• Activity:
Give again, word for word, every line in the entries below from the line with "index tip: (382, 264)" up to and including the line with "thumb cmc: (579, 339)", and no other line.

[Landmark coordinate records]
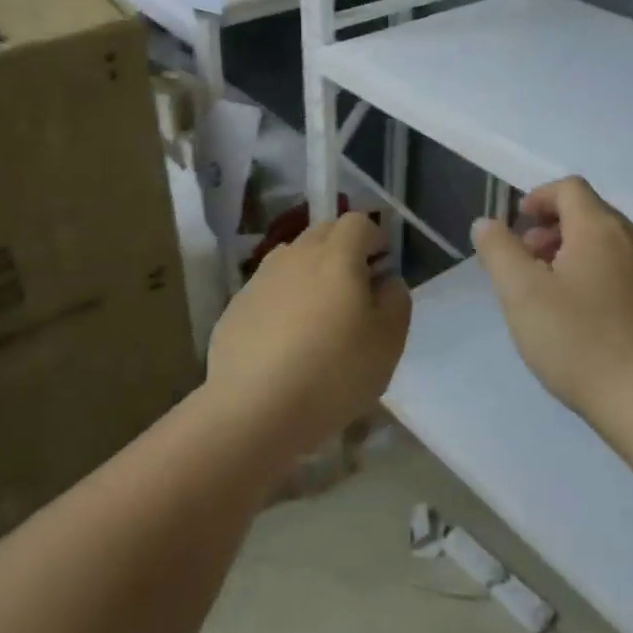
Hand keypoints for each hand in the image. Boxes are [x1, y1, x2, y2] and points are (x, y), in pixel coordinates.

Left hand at [205, 212, 410, 458]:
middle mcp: (295, 256)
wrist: (254, 410)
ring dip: (310, 273)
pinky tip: (286, 341)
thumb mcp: (388, 342)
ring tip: (319, 314)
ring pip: (291, 259)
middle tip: (355, 288)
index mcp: (336, 256)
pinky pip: (268, 290)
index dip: (374, 237)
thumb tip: (386, 281)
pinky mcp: (236, 308)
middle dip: (343, 249)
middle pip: (322, 233)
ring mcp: (260, 280)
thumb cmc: (334, 372)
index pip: (357, 222)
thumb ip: (396, 300)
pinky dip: (283, 301)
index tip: (382, 264)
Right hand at [471, 177, 632, 427]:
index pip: (569, 188)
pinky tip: (580, 318)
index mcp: (599, 228)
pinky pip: (622, 271)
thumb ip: (499, 250)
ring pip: (606, 244)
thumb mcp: (521, 293)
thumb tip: (487, 223)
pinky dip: (594, 276)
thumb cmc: (579, 339)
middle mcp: (632, 240)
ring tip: (547, 293)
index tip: (516, 227)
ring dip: (571, 254)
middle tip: (525, 263)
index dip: (538, 198)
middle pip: (588, 213)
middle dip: (551, 229)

• Result below:
index tip: (382, 264)
Right hand at [471, 177, 632, 427]:
index pip: (569, 188)
pinky tip: (580, 318)
index mcp: (599, 228)
pinky pip: (622, 271)
thumb ip: (499, 250)
ring pip: (606, 244)
thumb mcp: (521, 293)
thumb tip: (487, 223)
pinky dip: (594, 276)
thumb cmc: (579, 339)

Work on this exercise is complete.